LES RESTRICTIONS ALIMENTAIRES POURRAIENT- ELLES ABATTRE LA CIVILISATION?

Lester R. Brown, traduit par Marc Zischka, Frédéric Jouffroy et Pierre-Yves Longaretti

texte original:
http://www.earth-policy.org/index.php?/books/pb4/pb4pr
et
Plan B 4.0 Fact Sheet (PDF)
http://www.earth-policy.org/images/uploads/book_files/Fact_Sheet.pdf

“Début 2008, l’Arabie Saoudite a annoncé qu’après plus de 20 ans d’autosuffisance dans la production de blé,, la nappe phréatique non renouvelable qui assurait l’irrigation était en grande partie épuisée.
En conséquence, les autorités ont indiqué qu’elles réduiraient la récolte de blé d’un huitième tous les ans jusqu’à l’arrêt total de la production en 2016. Les Saoudiens prévoient ensuite d’employer leurs revenus pétroliers pour importer pratiquement toutes les céréales consommées par leur population de presque 30 millions de personne — une population comparable à celle du Canada ”

Ces mots sont tirés du dernier livre de Lester R. Brown “ Plan B 4.0 : se mobiliser pour sauver la civilisation" publié en langue anglaise chez W.W. Norton & Cie. ; Lester Brown est président et fondateur de l’Earth Policy Institute, une organisation indépendante de recherche environnementale basée à Washington.

"L’Arabie Saoudite constitue un cas unique de dépendance totale vis-à-vis de l’irrigation” poursuit Lester Brown. Mais d’autres producteurs de céréales bien plus importants, comme l’Inde et la Chine, se trouvent devant des pénuries d’eau d’irrigation et sont menacés par une baisse de leur production agricole.

Une étude de la Banque Mondiale portant sur l’équilibre hydrologique de l’Inde indique que 15 pour cent de sa récolte de céréales proviennent de pompage excessif.

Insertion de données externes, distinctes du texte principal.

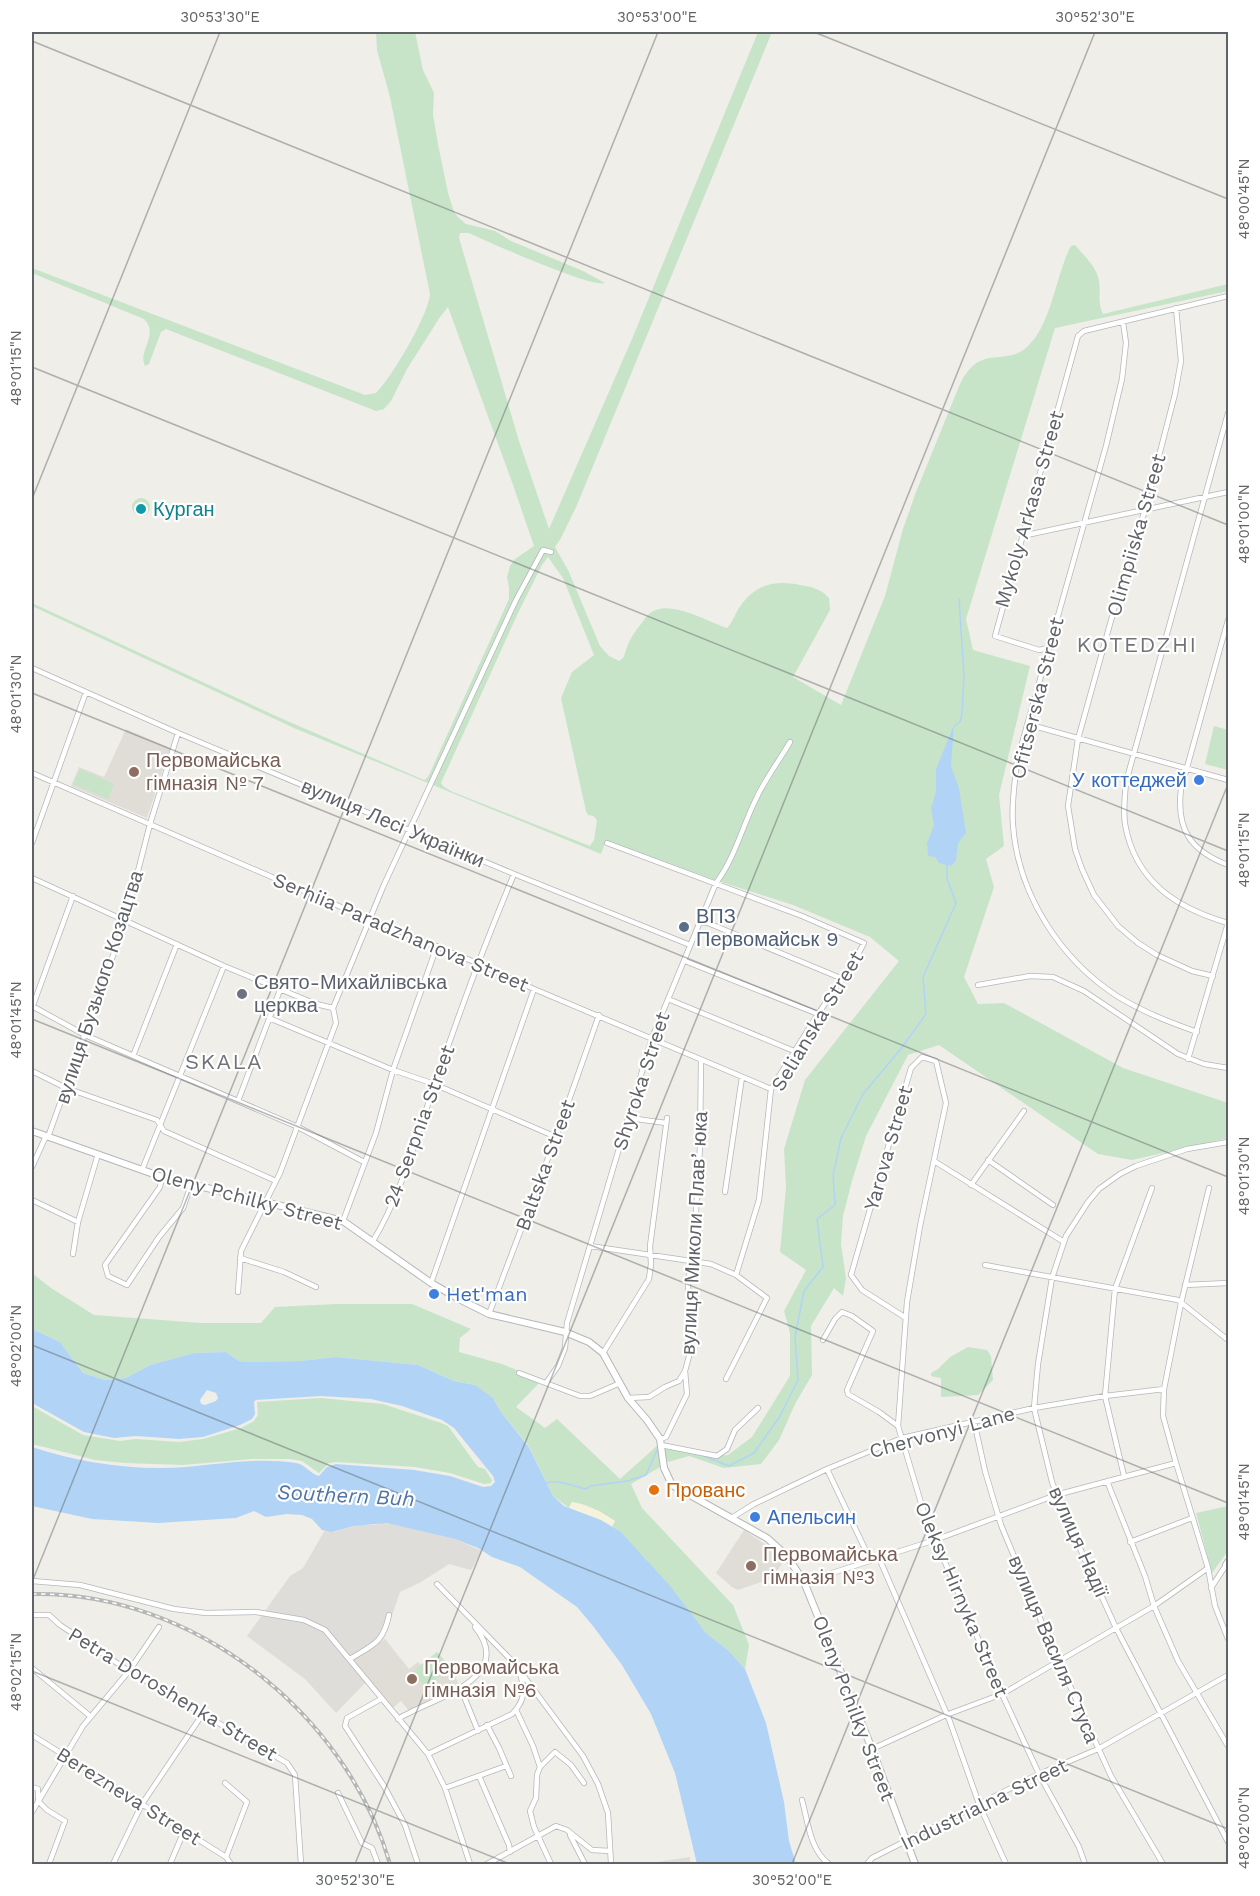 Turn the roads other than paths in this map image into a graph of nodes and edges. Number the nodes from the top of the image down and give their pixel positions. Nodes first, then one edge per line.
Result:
1 (1228, 298) edge
2 (1176, 308) junction
3 (1123, 322) junction
4 (1228, 413) edge
5 (1228, 492) edge
6 (1204, 497) junction
7 (1144, 510) junction
8 (1084, 523) junction
9 (1022, 536) junction
10 (551, 552) dead end
11 (1228, 620) edge
12 (1048, 648) junction
13 (32, 668) edge
14 (86, 692) junction
15 (1027, 724) junction
16 (178, 733) junction
17 (1078, 739) junction
18 (790, 742) dead end
19 (1134, 754) junction
20 (1187, 768) junction
21 (32, 773) edge
22 (1228, 780) edge
23 (54, 783) junction
24 (150, 824) junction
25 (410, 830) junction
26 (32, 843) edge
27 (608, 843) dead end
28 (1228, 865) edge
29 (514, 874) junction
30 (32, 878) edge
31 (716, 884) junction
32 (73, 896) junction
33 (370, 919) junction
34 (124, 922) junction
35 (700, 922) junction
36 (1228, 922) edge
37 (177, 944) junction
38 (690, 945) junction
39 (437, 946) junction
40 (685, 961) junction
41 (477, 963) junction
42 (224, 966) junction
43 (1213, 976) junction
44 (843, 979) junction
45 (978, 985) dead end
46 (534, 989) junction
47 (280, 990) junction
48 (668, 999) junction
49 (32, 1007) edge
50 (333, 1008) junction
51 (818, 1014) junction
52 (599, 1016) junction
53 (269, 1018) junction
54 (1197, 1032) junction
55 (85, 1035) junction
56 (652, 1038) junction
57 (328, 1041) junction
58 (794, 1051) junction
59 (133, 1056) junction
60 (701, 1059) junction
61 (1188, 1059) junction
62 (1228, 1068) edge
63 (393, 1070) junction
64 (32, 1071) edge
65 (180, 1076) junction
66 (742, 1077) junction
67 (939, 1079) joint
68 (434, 1084) junction
69 (66, 1088) junction
70 (771, 1089) junction
71 (238, 1101) junction
72 (492, 1109) junction
73 (1024, 1111) dead end
74 (629, 1118) junction
75 (160, 1126) junction
76 (298, 1127) junction
77 (32, 1131) edge
78 (47, 1137) junction
79 (556, 1137) junction
80 (1228, 1142) edge
81 (98, 1154) junction
82 (988, 1160) junction
83 (934, 1161) junction
84 (364, 1162) junction
85 (32, 1167) edge
86 (142, 1170) junction
87 (162, 1177) junction
88 (276, 1180) junction
89 (191, 1185) junction
90 (971, 1185) junction
91 (1152, 1188) dead end
92 (1209, 1188) dead end
93 (725, 1192) dead end
94 (32, 1200) edge
95 (266, 1201) junction
96 (1053, 1204) dead end
97 (344, 1221) junction
98 (78, 1222) junction
99 (374, 1241) junction
100 (1064, 1242) junction
101 (590, 1245) junction
102 (73, 1254) dead end
103 (650, 1256) junction
104 (240, 1258) junction
105 (691, 1261) junction
106 (985, 1265) dead end
107 (736, 1275) junction
108 (1052, 1278) junction
109 (431, 1283) junction
110 (1228, 1283) edge
111 (1185, 1285) junction
112 (316, 1287) dead end
113 (1115, 1289) junction
114 (238, 1292) dead end
115 (1181, 1303) junction
116 (489, 1314) junction
117 (906, 1318) junction
118 (565, 1332) junction
119 (823, 1340) dead end
120 (1228, 1340) edge
121 (603, 1353) junction
122 (686, 1371) junction
123 (519, 1373) dead end
124 (726, 1379) dead end
125 (546, 1383) junction
126 (618, 1384) junction
127 (1164, 1389) junction
128 (1105, 1396) junction
129 (628, 1398) junction
130 (758, 1408) dead end
131 (1034, 1408) junction
132 (974, 1421) junction
133 (898, 1426) junction
134 (902, 1438) junction
135 (661, 1442) junction
136 (1176, 1463) junction
137 (827, 1468) junction
138 (1124, 1476) junction
139 (1107, 1481) junction
140 (1056, 1495) junction
141 (998, 1516) junction
142 (733, 1517) junction
143 (1192, 1518) junction
144 (936, 1540) junction
145 (1130, 1542) junction
146 (879, 1558) junction
147 (869, 1561) junction
148 (1228, 1565) edge
149 (1208, 1568) junction
150 (32, 1581) edge
151 (804, 1582) junction
152 (437, 1584) dead end
153 (1211, 1588) junction
154 (1154, 1606) junction
155 (32, 1615) edge
156 (389, 1615) dead end
157 (470, 1620) junction
158 (159, 1627) dead end
159 (1116, 1628) junction
160 (1228, 1639) edge
161 (350, 1659) junction
162 (1058, 1660) junction
163 (514, 1663) junction
164 (32, 1668) edge
165 (129, 1671) junction
166 (1228, 1675) edge
167 (461, 1689) junction
168 (1197, 1693) junction
169 (1002, 1694) junction
170 (381, 1699) junction
171 (516, 1710) junction
172 (204, 1712) junction
173 (946, 1715) junction
174 (1161, 1715) junction
175 (90, 1716) junction
176 (398, 1719) junction
177 (487, 1725) junction
178 (478, 1731) junction
179 (32, 1735) edge
180 (1228, 1746) edge
181 (872, 1749) junction
182 (1098, 1749) junction
183 (428, 1754) junction
184 (64, 1755) junction
185 (506, 1766) junction
186 (540, 1767) junction
187 (1039, 1774) junction
188 (479, 1776) junction
189 (511, 1776) dead end
190 (225, 1783) dead end
191 (584, 1784) dead end
192 (32, 1786) edge
193 (445, 1788) junction
194 (338, 1793) dead end
195 (802, 1800) dead end
196 (38, 1801) junction
197 (142, 1804) junction
198 (979, 1804) junction
199 (32, 1812) edge
200 (567, 1830) junction
201 (184, 1832) junction
202 (537, 1836) junction
203 (906, 1842) junction
204 (1228, 1842) edge
205 (610, 1851) junction
206 (510, 1852) junction
207 (226, 1857) junction
208 (49, 1864) edge
209 (112, 1864) edge
210 (170, 1864) edge
211 (231, 1864) edge
212 (301, 1864) edge
213 (378, 1864) edge
214 (418, 1864) edge
215 (468, 1864) edge
216 (486, 1864) edge
217 (551, 1864) edge
218 (585, 1864) edge
219 (610, 1864) edge
220 (829, 1864) edge
221 (867, 1864) edge
222 (915, 1864) edge
223 (1006, 1864) edge
224 (1086, 1864) edge
225 (1163, 1864) edge

1 - 2 street
2 - 3 street
2 - 7 street, Olimpiiska Street
3 - 8 street, Ofitserska Street
3 - 9 street, Mykoly Arkasa Street
4 - 6 street
5 - 6 street
6 - 7 street
6 - 19 street
7 - 8 street
7 - 17 street, Olimpiiska Street
8 - 9 street
8 - 12 street, Ofitserska Street
9 - 12 street, Mykoly Arkasa Street
10 - 25 street
11 - 20 street
12 - 15 street, Ofitserska Street
13 - 14 street, вулиця Лесі Українки
14 - 16 street, вулиця Лесі Українки
14 - 23 street
15 - 17 street
15 - 54 street, Ofitserska Street
16 - 24 street, вулиця Бузького Козацтва
16 - 25 street, вулиця Лесі Українки
17 - 19 street
17 - 43 street, Olimpiiska Street
18 - 31 street, Shyroka Street
19 - 20 street
19 - 36 street
20 - 22 street
20 - 28 street
21 - 23 street, Serhiia Paradzhanova Street
23 - 24 street, Serhiia Paradzhanova Street
23 - 26 street
24 - 33 street, Serhiia Paradzhanova Street
24 - 34 street, вулиця Бузького Козацтва
25 - 29 street, вулиця Лесі Українки
25 - 33 street
27 - 31 street
29 - 38 street, вулиця Лесі Українки
29 - 41 street, 24 Serpnia Street
30 - 32 street
31 - 35 street, Shyroka Street
31 - 44 street, Selianska Street
32 - 34 street
32 - 49 street
33 - 39 street, Serhiia Paradzhanova Street
33 - 50 street
34 - 37 street
34 - 55 street, вулиця Бузького Козацтва
35 - 38 street, Shyroka Street
35 - 44 street
36 - 43 street
37 - 42 street
37 - 59 street
38 - 40 street, Shyroka Street
39 - 41 street, Serhiia Paradzhanova Street
39 - 63 street
40 - 48 street, Shyroka Street
40 - 51 street
41 - 46 street, Serhiia Paradzhanova Street
41 - 68 street, 24 Serpnia Street
42 - 47 street
42 - 65 street
43 - 54 street
44 - 51 street, Selianska Street
45 - 61 street
46 - 52 street, Serhiia Paradzhanova Street
46 - 72 street
47 - 50 street
47 - 53 street
48 - 56 street, Shyroka Street
48 - 58 street
49 - 55 street
50 - 57 street
51 - 58 street, Selianska Street
52 - 56 street, Serhiia Paradzhanova Street
52 - 79 street, Baltska Street
53 - 57 street
53 - 71 street
54 - 61 street
55 - 59 street
55 - 69 street, вулиця Бузького Козацтва
56 - 60 street, Serhiia Paradzhanova Street
56 - 74 street, Shyroka Street
57 - 63 street
57 - 76 street
58 - 70 street, Selianska Street
59 - 65 street
60 - 66 street, Serhiia Paradzhanova Street
60 - 105 street, вулиця Миколи Плавʼюка
61 - 62 street
63 - 68 street
63 - 84 street
64 - 69 street
65 - 71 street
65 - 75 street
66 - 70 street, Serhiia Paradzhanova Street
66 - 93 street
67 - 83 street, Oleksy Hirnyka Street
67 - 117 street, Yarova Street
68 - 72 street
68 - 99 street, 24 Serpnia Street
69 - 75 street
69 - 78 street, вулиця Бузького Козацтва
70 - 107 street, Selianska Street
71 - 76 street
72 - 79 street
72 - 109 street
73 - 82 street
74 - 101 street, Shyroka Street
74 - 103 street
75 - 86 street
75 - 88 street
76 - 84 street
76 - 88 street
77 - 78 street, Oleny Pchilky Street
78 - 81 street, Oleny Pchilky Street
78 - 85 street
79 - 116 street, Baltska Street
80 - 100 street, вулиця Надії
81 - 86 street, Oleny Pchilky Street
81 - 98 street
82 - 90 street
82 - 96 street
83 - 90 street
83 - 117 street, Oleksy Hirnyka Street
84 - 97 street
86 - 87 street, Oleny Pchilky Street
87 - 89 street, Oleny Pchilky Street
87 - 89 street
88 - 95 street
89 - 95 street, Oleny Pchilky Street
90 - 100 street
91 - 113 street
92 - 111 street
94 - 98 street
95 - 97 street, Oleny Pchilky Street
95 - 104 street
97 - 99 street, Oleny Pchilky Street
98 - 102 street
99 - 109 street, Oleny Pchilky Street
100 - 108 street, вулиця Надії
101 - 103 street
101 - 118 street, Shyroka Street
103 - 105 street
103 - 121 street
104 - 112 street
104 - 114 street
105 - 107 street
105 - 122 street, вулиця Миколи Плавʼюка
106 - 108 street
107 - 124 street
108 - 113 street
108 - 131 street, вулиця Надії
109 - 116 street, Oleny Pchilky Street
110 - 111 street
111 - 115 street
113 - 115 street
113 - 128 street
115 - 120 street
115 - 127 street
116 - 118 street, Oleny Pchilky Street
117 - 133 street, Oleksy Hirnyka Street
118 - 121 street, Oleny Pchilky Street
118 - 125 street, Shyroka Street
119 - 133 street
121 - 126 street, Oleny Pchilky Street
122 - 129 street, вулиця Миколи Плавʼюка
122 - 135 street, вулиця Миколи Плавʼюка
123 - 125 street
125 - 126 street
126 - 129 street, Oleny Pchilky Street
127 - 128 street, Chervonyi Lane
127 - 136 street
128 - 131 street, Chervonyi Lane
128 - 138 street
129 - 135 street, Oleny Pchilky Street
130 - 135 street
131 - 132 street, Chervonyi Lane
131 - 140 street, вулиця Надії
132 - 134 street, Chervonyi Lane
132 - 141 street, вулиця Василя Стуса
133 - 134 street, Oleksy Hirnyka Street
134 - 137 street, Chervonyi Lane
134 - 144 street, Oleksy Hirnyka Street
135 - 142 street, Oleny Pchilky Street
136 - 138 street
136 - 143 street
137 - 142 street, Chervonyi Lane
137 - 147 street
138 - 139 street
139 - 140 street
139 - 145 street
140 - 141 street
140 - 159 street, вулиця Надії
141 - 144 street
141 - 162 street, вулиця Василя Стуса
142 - 151 street, Oleny Pchilky Street
143 - 145 street
143 - 149 street
144 - 146 street
144 - 169 street, Oleksy Hirnyka Street
145 - 154 street
146 - 147 street
146 - 173 street
147 - 151 street
148 - 153 street
149 - 153 street
149 - 154 street
150 - 161 street
151 - 181 street, Oleny Pchilky Street
152 - 157 street
153 - 160 street
154 - 159 street
154 - 168 street
155 - 165 street, Petra Doroshenka Street
156 - 161 street
157 - 163 street
157 - 167 street
158 - 165 street
159 - 162 street
159 - 174 street, вулиця Надії
161 - 170 street
162 - 169 street
162 - 182 street, вулиця Василя Стуса
163 - 171 street
163 - 205 street
164 - 175 street
165 - 172 street, Petra Doroshenka Street
165 - 175 street
166 - 168 street, Industrialna Street
167 - 176 street
167 - 178 street
168 - 174 street, Industrialna Street
168 - 180 street
169 - 173 street
169 - 187 street, Oleksy Hirnyka Street
170 - 176 street
170 - 214 street
171 - 177 street
171 - 186 street
172 - 197 street
172 - 212 street, Petra Doroshenka Street
173 - 181 street
173 - 198 street
174 - 182 street, Industrialna Street
174 - 204 street, вулиця Надії
175 - 184 street
176 - 183 street
177 - 178 street
177 - 185 street
178 - 183 street
179 - 184 street, Berezneva Street
181 - 203 street, Oleny Pchilky Street
182 - 187 street, Industrialna Street
182 - 225 street, вулиця Василя Стуса
183 - 193 street
184 - 196 street
184 - 197 street, Berezneva Street
185 - 188 street
185 - 189 street
186 - 191 street
186 - 202 street
187 - 198 street, Industrialna Street
187 - 224 street, Oleksy Hirnyka Street
188 - 193 street
188 - 206 street
190 - 207 street, Berezneva Street
192 - 196 street
193 - 215 street
194 - 213 street
195 - 220 street
196 - 199 street
196 - 208 street
197 - 201 street, Berezneva Street
197 - 209 street
198 - 203 street, Industrialna Street
198 - 223 street
200 - 202 street
200 - 205 street
200 - 218 street
201 - 207 street, Berezneva Street
201 - 210 street
202 - 206 street
202 - 217 street
203 - 221 street, Industrialna Street
203 - 222 street, Oleny Pchilky Street
205 - 219 street
206 - 216 street
207 - 211 street, Berezneva Street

Autrement dit, 175 millions d’Indiens sont nourris par des céréales produites à partir de puits qui vont finir par s’assécher. En Chine, la population concernée est de 130 millions. Le Pakistan, l’Iran, et le Yémen figurent aussi parmi les nombreux autres pays qui font face à une baisse de leurs récoltes du fait de l’épuisement des nappes phréatiques
“ Le triplement des prix mondiaux du blé, du riz, du maïs entre mi 2006 et mi 2008 a mis en évidence notre vulnérabilité croissante face aux pénuries alimentaires, ” dit Lester Brown. “ Il a fallu la plus forte récession économique depuis la crise de 1929 pour faire baisser les prix des céréales. ”
“ Les dernières décennies ont été témoins des hausses subites des cours mondiaux des céréales, mais elles étaient conjoncturelles : une sécheresse dans l’ex-Union soviétique, une mauvaise mousson en Inde, ou une canicule fatale aux récoltes dans la zone de culture du maïs aux États-Unis. Mais la récente tendance à la hausse est systémique, et résulte de notre incapacité à inverser les évolutions environnementales qui minent la production alimentaire mondiale. ”

Outre la baisse des nappes phréatiques, Ces évolutions se traduisent par l’érosion des sols et la hausse des températures liée aux émissions croissantes de gaz à effet de serre. L’élévation des températures provoque non seulement des canicules qui affectent les récoltes, mais aussi la fonte des calottes glacières, l’élévation du niveau de la mer et le recul des glaciers de montagne.

Le niveau de la mer pourrait monter d’1,8 mètre pendant ce siècle avec l’accélération de la fonte des calottes glaciaires du Groenland et de l’Antarctique Occidental. Selon Lester Brown, “ une telle élévation inonderait une grande partie du delta du Mékong, qui produit la moitié du riz au Vietnam, second exportateur mondial de riz. Une élévation d’un mètre seulement du niveau de la mer recouvrirait la moitié des rizières au Bangladesh, un pays de 160 millions de personnes. Et ces chiffres ne prennent en compte que deux des nombreux deltas d’Asie où se fait la production de riz. ”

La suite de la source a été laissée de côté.